13.6 Problem Solving: Recursive Searching

In Section 8.10, we discussed one technique for searching an array and we wrote a function that returned the index of a target key in an array if the target was present. To do this, it was necessary to compare array element keys to the target key, starting with the first array element. The comparison process was terminated when the target key was found or the end of the array was reached. We must make N comparisons to determine that a target key is not in an array of N elements. On the average, we must make N/2 comparisons to locate a target key that is in the array. The number of comparisons is directly proportional to the number of elements in the array, so we say that this search method is O(N).

Often we want to search an array whose elements are arranged in order by key field. We can take advantage of the fact that the array keys are in ascending order and terminate the search when an array key greater than or equal to the target key is reached. There is no need to look any further in the array; all other keys will also be larger than the target key.

Both these search techniques are called sequential search because we examine the array elements in sequence. The modified algorithm discussed above is a sequential search of an ordered array. On the average, a sequential search of an ordered array requires N/2 comparisons to locate the target key or determine that it is not in the array; so we still have an O(N) process.

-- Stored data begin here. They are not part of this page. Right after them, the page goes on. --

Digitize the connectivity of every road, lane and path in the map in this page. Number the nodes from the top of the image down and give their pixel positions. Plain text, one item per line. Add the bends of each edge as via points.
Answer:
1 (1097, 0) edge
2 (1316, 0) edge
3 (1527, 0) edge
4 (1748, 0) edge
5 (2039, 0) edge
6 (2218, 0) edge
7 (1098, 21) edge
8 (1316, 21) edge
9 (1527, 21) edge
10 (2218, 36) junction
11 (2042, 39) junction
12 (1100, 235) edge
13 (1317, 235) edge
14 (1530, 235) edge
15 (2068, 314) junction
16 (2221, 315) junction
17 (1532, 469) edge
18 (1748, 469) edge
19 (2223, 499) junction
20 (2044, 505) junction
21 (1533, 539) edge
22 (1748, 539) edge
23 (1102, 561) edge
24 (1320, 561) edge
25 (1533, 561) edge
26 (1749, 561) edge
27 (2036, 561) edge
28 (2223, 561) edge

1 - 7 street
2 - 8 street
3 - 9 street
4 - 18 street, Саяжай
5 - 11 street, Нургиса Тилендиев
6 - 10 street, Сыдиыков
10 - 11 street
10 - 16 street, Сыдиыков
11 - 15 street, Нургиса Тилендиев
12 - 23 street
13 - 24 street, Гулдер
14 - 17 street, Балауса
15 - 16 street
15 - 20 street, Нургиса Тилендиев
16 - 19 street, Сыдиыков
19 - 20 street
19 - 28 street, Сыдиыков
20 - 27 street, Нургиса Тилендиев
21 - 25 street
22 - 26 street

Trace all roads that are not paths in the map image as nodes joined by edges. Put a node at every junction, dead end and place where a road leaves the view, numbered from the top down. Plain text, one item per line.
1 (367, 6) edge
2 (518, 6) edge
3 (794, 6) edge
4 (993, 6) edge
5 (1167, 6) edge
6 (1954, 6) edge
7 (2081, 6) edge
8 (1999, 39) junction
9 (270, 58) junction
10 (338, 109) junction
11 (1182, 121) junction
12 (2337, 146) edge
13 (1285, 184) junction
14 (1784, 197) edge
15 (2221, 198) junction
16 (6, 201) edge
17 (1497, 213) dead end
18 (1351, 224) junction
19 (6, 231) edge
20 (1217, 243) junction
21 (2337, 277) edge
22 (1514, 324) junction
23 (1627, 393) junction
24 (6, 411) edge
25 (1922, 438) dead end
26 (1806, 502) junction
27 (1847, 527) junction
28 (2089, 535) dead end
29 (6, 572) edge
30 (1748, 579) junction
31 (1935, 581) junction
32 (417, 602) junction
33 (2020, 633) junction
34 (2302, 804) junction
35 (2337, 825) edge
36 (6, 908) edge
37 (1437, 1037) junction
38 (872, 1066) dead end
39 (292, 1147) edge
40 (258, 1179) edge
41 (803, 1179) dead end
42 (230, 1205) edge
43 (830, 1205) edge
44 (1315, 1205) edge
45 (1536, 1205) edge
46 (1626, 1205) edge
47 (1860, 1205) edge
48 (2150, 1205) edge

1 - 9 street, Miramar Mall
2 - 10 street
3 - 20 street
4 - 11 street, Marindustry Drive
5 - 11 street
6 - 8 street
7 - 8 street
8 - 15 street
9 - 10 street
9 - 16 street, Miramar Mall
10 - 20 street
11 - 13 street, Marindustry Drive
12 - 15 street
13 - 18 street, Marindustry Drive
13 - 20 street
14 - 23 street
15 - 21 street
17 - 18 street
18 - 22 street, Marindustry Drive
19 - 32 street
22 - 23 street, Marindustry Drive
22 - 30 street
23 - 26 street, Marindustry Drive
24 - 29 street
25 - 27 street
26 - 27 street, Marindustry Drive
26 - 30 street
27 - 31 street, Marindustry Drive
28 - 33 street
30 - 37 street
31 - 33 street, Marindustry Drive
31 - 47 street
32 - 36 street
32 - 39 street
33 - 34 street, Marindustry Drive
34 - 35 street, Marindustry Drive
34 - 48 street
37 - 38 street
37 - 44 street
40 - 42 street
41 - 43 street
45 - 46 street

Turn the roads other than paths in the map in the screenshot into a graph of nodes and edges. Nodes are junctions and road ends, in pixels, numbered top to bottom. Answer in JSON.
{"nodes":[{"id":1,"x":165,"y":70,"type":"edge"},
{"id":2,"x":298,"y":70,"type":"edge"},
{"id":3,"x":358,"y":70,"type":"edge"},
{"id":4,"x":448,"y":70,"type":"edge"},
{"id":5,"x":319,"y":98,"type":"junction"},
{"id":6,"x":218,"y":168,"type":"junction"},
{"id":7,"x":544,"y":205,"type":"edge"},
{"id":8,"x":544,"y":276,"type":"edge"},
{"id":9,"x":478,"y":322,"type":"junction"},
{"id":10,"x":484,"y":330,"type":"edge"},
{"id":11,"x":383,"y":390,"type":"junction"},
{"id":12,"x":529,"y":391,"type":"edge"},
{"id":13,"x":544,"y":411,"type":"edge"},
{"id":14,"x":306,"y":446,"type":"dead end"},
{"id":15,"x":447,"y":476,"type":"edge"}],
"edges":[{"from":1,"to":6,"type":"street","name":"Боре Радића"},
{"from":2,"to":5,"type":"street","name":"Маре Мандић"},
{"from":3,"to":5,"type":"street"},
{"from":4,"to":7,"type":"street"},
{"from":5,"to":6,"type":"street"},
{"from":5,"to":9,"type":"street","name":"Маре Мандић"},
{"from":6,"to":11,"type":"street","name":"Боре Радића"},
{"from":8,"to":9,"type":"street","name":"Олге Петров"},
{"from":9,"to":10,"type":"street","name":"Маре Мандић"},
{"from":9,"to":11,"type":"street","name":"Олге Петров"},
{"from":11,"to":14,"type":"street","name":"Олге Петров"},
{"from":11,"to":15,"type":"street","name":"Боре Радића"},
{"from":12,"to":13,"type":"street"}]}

The array searches described above are considered linear searches because their execution time increases linearly (in direct proportion) with the number of array elements. This can be a problem when searching very large arrays (for example, N > 1000). Consequently, we often use the binary search algorithm described below for large sorted arrays.

PROBLEM SPECIFICATION

Your employer has a directory of customers that she keeps in alphabetical order. Since business has been very good, this list has become too large to search efficiently using a linear search. Write an improved search algorithm that takes advantage of the fact that the array is sorted.

ANALYSIS

The binary search algorithm takes advantage of the fact that the array is ordered to eliminate half of the array elements with each probe into the array. Consequently, if the array has 1000 elements, it will either locate the target value or eliminate 500 elements with its first probe, 250 elements with its second probe, 125 elements with its third probe, and so on. Only 10 probes are necessary to completely search an array of 1000 elements. (Why?) You can use the binary search algorithm to find a name in a large metropolitan telephone directory using 30 or less probes, so this algorithm should be suitable for your employer.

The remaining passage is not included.